Lisa Rhodes, Vice President of Marketing and Sales at Verne Global (www.verneglobal.com), says:

Over the last few weeks we have been focusing on the major trends facing the data center industry throughout 2011. We have discussed both the importance of data center business efficiencies and the effects of energy efficiency monitoring and regulation. The last area we’d like to take a look at is mitigating and managing security risks within the data center as it begins to play a larger role as an outsourced solution in the cloud environment.

Whether it be outsourcing infrastructure, integrating with public cloud technologies or improving the mobile capabilities of the workforce, the CIO has many options for technical advancement of the corporate IT strategy. But it is ultimately the management’s responsibility to adapt the infrastructure to take on these technologies without risking the established best practices for business critical topics.

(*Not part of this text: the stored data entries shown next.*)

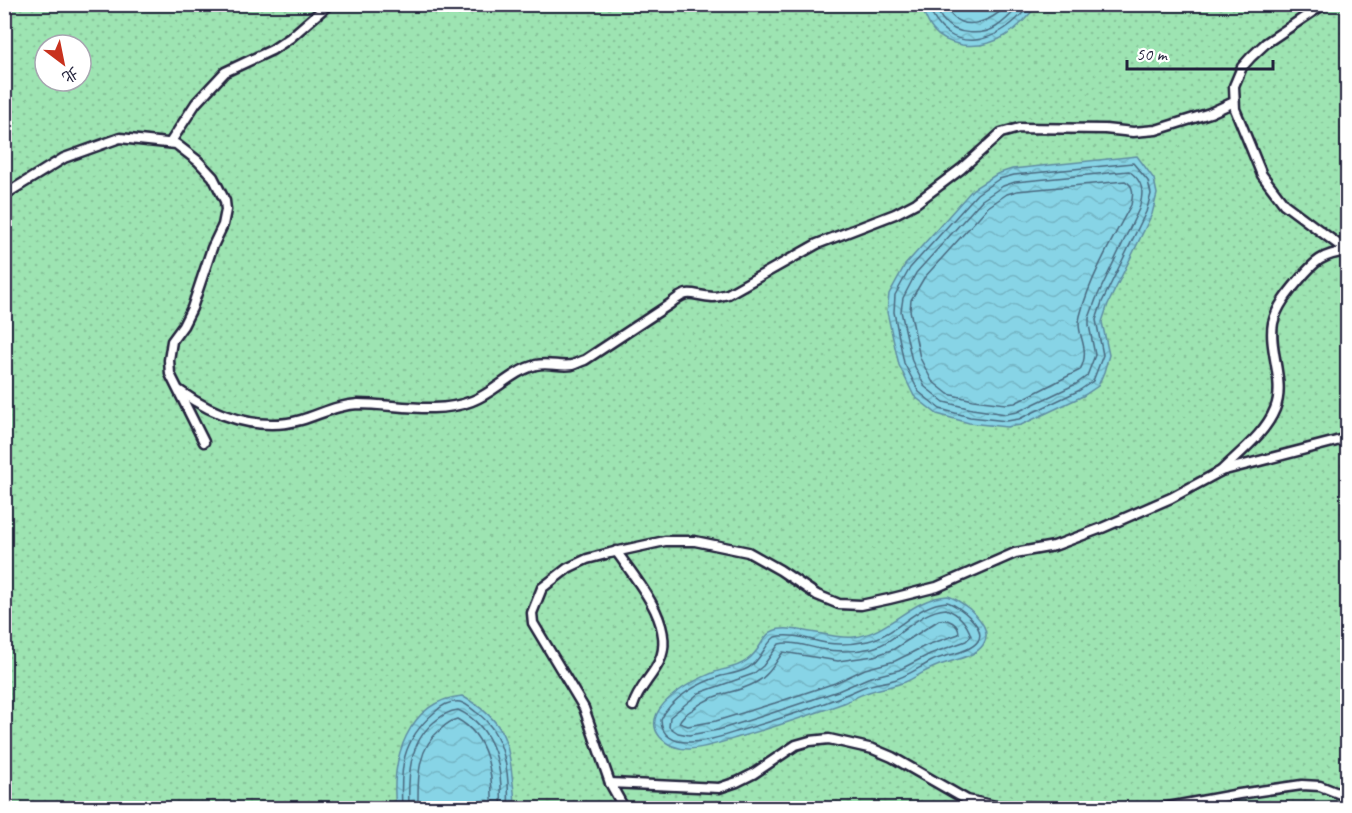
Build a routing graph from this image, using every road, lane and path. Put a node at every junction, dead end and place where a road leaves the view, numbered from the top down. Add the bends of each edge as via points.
1 (329, 4) edge
2 (1324, 4) edge
3 (1234, 102) junction
4 (170, 143) junction
5 (4, 195) edge
6 (1347, 251) edge
7 (180, 391) junction
8 (1347, 438) edge
9 (204, 442) dead end
10 (1221, 471) junction
11 (616, 551) junction
12 (633, 706) dead end
13 (610, 783) junction
14 (1347, 797) edge
15 (624, 808) edge
16 (1070, 808) edge
17 (1163, 808) edge

1 - 4 lane via 272,50 225,72 196,103
2 - 3 lane via 1251,57 1234,86
3 - 6 lane via 1262,175 1284,204
3 - 7 lane via 1156,130 1019,128 1001,134 916,203 895,214 817,244 728,294 712,297 690,292 680,296 585,360 572,365 534,365 473,401 449,407 359,404 338,406 294,422 251,422 231,418
4 - 5 lane via 120,138 64,158
4 - 7 lane via 198,161 213,177 226,210 192,308 172,341 170,374
6 - 10 lane via 1328,254 1309,267 1278,307 1273,325 1278,372 1276,408 1263,429
7 - 9 lane
8 - 10 lane
10 - 11 lane via 1171,498 1054,546 1015,553 937,587 861,605 839,604 817,595 748,552 695,542 665,542
11 - 12 lane via 652,605 662,634 660,660
11 - 13 lane via 586,559 555,577 542,588 532,613 533,623 584,708
13 - 15 lane
13 - 16 lane via 719,788 753,774 796,746 829,739 892,757 967,800 996,806
14 - 17 lane via 1320,786 1302,785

Security tops the list.

For public, private, or hybrid cloud and even mobile computing solutions, the security teams must develop network security solutions that will be able to connect existing users with the new resources and tools. Debate in the industry as to exactly how secure the cloud actually is continues with no clear consensus coming forward at this point in time. On the one side, IBM’s CTO of Cloud Computing Strategy, Harold Moss, recently said the cloud could actually be more secure than a traditional IT environment for reasons ranging from companies paying more attention to security requirements overall to the perception that providers are better able to provide a higher level of security. On the other hand, at the CeBIT conference this week, concerns about data privacy and security concerns were cited as two major reasons why cloud adoption has not taken off yet in Europe.

For outsourced data center solutions, the security team will need a provider that has a clear service level agreement (SLA) and open book accounting of security principles that it implements while delivering the outsourced services. This appears to be one area where most in the industry can agree. The need for an SLA that guarantees specific uptime, service response, bandwidth, and physical access protections is an essential item on the IT manager’s checklist as they are shopping for a data center solution in 2011.

There is also a different element of security that is gaining more prominence within the security discussion and that is the actual physical security of the data center itself. Vodafone recently experienced this as one of their more remote data center facilities was recently broken into and equipment stolen, resulting in a service loss for customers. CIOs don’t want service loss for customers for any reason, let alone one where facilities are broken into and equipment is stolen. No CIO wants to lay awake at night worrying about every remote location within their network that can be susceptible to any sort of physical destruction or tampering.

Without forward thinking on security solutions, many of the great ideas of 2011 will be completely inaccessible to the revenue generators. Once the location and the energy source are network ready and secured, the CIO can go about filling the data center and using it to best accomplish the company’s business mission.